DATA FOR REVIEW =>

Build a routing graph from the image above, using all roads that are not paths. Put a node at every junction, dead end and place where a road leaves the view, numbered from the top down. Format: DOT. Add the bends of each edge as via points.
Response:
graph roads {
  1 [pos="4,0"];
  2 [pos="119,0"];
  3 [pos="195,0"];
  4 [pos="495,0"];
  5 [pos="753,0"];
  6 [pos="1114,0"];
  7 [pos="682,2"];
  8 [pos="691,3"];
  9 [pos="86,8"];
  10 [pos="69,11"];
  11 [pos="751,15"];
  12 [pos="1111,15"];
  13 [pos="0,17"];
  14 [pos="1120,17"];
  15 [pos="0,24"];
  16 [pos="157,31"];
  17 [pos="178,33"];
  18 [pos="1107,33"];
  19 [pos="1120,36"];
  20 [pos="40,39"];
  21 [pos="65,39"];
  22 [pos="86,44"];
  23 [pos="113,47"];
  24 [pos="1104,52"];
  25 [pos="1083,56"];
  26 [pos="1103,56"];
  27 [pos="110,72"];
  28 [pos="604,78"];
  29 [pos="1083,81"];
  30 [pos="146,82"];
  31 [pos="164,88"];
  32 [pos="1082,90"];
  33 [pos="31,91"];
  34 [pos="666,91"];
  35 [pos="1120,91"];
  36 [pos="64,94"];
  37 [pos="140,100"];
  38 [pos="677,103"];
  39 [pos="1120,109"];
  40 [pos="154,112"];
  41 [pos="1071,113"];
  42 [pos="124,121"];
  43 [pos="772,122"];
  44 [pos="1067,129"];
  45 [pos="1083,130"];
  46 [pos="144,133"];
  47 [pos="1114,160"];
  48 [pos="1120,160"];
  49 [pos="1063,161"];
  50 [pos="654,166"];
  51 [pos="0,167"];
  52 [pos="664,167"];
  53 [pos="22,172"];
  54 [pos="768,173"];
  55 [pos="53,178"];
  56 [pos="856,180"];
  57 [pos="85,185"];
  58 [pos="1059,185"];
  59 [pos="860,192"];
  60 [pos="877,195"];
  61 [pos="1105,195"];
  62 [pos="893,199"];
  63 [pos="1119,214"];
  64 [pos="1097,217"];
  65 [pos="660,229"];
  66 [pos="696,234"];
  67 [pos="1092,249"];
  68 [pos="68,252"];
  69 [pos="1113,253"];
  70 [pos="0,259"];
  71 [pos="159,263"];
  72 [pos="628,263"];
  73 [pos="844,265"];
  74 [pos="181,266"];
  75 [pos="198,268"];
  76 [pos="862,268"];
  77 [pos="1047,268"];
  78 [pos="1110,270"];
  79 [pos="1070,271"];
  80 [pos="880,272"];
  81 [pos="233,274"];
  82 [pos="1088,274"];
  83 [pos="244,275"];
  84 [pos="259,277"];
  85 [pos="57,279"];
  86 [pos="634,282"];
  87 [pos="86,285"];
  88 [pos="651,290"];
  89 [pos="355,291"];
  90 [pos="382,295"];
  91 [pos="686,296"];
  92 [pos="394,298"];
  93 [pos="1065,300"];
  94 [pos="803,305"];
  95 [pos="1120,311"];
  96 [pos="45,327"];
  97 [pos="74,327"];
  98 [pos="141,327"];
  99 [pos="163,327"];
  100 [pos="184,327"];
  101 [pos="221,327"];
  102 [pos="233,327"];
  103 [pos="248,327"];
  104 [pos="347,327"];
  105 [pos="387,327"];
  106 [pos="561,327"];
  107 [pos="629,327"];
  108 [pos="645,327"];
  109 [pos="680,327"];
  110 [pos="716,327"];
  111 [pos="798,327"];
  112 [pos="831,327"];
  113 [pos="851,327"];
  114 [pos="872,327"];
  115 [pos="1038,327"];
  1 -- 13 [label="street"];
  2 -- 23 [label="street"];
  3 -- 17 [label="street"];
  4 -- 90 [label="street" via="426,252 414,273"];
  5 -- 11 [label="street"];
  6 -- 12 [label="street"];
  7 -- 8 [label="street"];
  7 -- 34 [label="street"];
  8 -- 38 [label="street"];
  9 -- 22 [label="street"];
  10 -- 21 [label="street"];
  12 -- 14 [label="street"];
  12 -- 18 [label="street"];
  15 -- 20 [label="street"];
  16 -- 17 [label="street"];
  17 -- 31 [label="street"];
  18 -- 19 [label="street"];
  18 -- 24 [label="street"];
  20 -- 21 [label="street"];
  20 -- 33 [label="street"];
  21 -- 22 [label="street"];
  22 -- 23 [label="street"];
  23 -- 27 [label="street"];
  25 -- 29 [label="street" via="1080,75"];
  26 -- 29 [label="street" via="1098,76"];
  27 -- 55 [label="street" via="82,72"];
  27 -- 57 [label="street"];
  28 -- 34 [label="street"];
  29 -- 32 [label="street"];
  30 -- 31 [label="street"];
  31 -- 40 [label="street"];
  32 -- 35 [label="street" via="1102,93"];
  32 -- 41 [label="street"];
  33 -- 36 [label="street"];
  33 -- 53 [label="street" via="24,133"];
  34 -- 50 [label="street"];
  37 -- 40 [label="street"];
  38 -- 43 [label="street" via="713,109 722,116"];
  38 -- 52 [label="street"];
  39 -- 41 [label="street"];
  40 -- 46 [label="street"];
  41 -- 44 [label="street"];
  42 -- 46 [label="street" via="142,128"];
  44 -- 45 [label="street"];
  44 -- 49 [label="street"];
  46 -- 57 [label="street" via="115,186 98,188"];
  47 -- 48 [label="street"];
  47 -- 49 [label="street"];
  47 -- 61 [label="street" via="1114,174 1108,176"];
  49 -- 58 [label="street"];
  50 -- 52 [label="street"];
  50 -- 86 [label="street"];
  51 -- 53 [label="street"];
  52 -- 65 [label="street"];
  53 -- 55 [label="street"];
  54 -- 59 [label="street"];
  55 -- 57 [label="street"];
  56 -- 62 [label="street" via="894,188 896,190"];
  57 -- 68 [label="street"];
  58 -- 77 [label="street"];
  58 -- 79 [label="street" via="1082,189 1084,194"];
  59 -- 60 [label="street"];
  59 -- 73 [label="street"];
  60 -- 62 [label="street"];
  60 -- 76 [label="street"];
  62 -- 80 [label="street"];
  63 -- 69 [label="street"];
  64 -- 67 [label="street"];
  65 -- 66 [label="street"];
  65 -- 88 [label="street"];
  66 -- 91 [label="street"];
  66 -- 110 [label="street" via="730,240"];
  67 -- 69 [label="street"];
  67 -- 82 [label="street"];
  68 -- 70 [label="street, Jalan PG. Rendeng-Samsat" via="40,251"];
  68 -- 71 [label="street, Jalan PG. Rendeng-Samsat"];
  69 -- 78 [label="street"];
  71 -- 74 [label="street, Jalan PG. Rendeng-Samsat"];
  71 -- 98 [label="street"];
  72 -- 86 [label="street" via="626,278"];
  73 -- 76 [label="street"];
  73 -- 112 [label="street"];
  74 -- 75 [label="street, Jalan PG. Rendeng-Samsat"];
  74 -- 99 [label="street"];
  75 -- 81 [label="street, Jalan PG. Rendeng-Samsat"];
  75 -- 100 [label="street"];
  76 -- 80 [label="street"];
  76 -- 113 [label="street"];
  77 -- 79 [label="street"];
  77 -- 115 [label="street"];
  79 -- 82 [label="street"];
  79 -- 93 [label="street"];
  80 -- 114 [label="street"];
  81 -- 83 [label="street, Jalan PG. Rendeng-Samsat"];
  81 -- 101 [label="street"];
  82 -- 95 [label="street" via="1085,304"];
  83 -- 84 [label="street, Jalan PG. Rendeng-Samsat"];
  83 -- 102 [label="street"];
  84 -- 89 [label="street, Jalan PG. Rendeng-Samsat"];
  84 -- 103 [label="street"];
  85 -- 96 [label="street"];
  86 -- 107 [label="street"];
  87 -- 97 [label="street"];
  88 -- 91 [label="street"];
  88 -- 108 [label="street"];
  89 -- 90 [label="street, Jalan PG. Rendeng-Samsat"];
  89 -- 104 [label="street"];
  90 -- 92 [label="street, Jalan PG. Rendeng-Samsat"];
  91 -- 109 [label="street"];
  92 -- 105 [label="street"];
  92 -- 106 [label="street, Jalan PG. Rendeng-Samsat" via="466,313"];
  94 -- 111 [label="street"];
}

INSTRUCTIONS FOR THE TASK => Answer only with the count of lines in the records that include the string "roads".

EXPECTED OUTPUT => 2